__Try it__
Report every line of the data where the string "shape" appears.

Saved entries
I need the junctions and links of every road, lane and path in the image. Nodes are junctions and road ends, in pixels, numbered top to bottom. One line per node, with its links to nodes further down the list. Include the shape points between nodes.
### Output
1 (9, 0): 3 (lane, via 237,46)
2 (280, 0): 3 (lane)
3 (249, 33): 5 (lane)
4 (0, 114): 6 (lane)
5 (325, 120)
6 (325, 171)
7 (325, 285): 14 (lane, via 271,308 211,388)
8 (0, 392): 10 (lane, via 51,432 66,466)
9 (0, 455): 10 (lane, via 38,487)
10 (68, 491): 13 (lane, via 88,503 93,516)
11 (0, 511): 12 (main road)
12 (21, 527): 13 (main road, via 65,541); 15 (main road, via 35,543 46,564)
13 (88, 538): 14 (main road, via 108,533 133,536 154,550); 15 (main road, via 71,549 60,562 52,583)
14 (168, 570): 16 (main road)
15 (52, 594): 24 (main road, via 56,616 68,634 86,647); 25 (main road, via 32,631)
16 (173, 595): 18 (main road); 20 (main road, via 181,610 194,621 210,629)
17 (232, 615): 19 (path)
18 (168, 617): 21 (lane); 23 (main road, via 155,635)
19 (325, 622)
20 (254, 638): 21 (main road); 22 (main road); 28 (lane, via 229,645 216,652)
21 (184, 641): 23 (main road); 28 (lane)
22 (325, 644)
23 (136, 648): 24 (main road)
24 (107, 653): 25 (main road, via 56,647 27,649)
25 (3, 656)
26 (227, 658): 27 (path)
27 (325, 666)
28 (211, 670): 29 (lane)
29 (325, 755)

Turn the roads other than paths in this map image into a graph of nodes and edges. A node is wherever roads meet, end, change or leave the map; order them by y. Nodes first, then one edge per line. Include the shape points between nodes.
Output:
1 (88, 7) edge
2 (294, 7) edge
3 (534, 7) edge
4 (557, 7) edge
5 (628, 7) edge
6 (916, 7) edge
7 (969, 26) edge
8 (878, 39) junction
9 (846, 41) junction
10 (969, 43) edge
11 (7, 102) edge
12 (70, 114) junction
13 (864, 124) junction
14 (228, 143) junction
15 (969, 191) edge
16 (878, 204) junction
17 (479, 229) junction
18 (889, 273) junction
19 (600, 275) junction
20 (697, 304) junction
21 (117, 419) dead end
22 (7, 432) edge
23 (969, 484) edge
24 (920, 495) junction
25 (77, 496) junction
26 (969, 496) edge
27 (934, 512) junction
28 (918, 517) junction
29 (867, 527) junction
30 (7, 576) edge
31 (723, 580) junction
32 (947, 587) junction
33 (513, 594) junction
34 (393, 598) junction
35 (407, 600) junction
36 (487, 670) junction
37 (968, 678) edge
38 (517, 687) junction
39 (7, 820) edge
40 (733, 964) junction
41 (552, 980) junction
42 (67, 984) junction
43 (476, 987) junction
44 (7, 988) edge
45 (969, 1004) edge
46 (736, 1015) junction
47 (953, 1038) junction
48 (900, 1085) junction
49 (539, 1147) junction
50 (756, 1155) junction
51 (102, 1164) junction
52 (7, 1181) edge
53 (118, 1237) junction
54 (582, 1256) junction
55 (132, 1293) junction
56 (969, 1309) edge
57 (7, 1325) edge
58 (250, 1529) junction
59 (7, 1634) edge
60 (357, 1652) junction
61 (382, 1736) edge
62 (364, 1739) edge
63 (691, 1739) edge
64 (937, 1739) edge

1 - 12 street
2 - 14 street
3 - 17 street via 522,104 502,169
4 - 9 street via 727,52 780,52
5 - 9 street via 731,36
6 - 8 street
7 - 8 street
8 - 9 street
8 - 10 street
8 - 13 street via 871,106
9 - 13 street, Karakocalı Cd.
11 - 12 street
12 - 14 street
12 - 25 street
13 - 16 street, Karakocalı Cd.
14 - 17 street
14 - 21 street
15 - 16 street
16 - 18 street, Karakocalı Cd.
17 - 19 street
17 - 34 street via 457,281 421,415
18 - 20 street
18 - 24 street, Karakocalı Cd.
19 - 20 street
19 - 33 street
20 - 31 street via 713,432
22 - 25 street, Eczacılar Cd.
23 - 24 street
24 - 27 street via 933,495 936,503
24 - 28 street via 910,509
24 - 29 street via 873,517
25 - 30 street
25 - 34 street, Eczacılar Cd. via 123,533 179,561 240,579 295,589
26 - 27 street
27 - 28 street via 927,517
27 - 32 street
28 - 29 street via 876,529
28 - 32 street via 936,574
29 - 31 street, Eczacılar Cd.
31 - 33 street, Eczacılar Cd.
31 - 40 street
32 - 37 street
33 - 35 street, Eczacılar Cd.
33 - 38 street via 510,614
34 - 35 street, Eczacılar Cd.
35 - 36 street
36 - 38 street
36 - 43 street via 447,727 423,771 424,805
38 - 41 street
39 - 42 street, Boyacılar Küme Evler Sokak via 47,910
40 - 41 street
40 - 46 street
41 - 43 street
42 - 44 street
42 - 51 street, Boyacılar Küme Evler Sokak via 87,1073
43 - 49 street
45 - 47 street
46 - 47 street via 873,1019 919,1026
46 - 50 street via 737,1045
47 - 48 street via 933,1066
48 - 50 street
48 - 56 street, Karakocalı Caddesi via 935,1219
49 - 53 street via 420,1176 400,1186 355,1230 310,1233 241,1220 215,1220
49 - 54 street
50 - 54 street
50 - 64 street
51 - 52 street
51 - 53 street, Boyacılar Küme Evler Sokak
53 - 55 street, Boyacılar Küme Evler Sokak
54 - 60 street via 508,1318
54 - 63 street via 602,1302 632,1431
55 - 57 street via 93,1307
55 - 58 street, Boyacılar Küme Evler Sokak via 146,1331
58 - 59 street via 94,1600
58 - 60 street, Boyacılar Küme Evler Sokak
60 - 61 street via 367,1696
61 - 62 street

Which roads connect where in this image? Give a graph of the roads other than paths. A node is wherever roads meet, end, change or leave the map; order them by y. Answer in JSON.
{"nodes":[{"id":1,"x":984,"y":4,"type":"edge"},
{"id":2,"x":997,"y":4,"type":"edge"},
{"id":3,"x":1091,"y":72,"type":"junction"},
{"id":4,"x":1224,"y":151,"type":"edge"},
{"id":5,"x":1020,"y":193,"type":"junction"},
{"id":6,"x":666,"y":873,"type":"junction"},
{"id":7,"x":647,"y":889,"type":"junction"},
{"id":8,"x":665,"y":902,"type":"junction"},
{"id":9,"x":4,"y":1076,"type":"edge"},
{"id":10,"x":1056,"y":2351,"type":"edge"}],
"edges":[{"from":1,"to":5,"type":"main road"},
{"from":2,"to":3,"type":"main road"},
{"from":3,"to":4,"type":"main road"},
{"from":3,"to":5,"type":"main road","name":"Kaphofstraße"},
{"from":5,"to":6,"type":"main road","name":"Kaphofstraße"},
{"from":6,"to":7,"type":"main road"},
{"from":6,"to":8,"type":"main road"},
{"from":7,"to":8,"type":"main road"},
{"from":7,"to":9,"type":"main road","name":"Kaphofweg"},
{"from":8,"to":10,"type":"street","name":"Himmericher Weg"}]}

__Exercise result__
I need the junctions and links of every road, lane and path in the image. Nodes are junctions and road ends, in pixels, numbered top to bottom. One line per node, with its links to nodes further down the list. Include the shape points between nodes.
Turn the roads other than paths in this map image into a graph of nodes and edges. A node is wherever roads meet, end, change or leave the map; order them by y. Nodes first, then one edge per line. Include the shape points between nodes.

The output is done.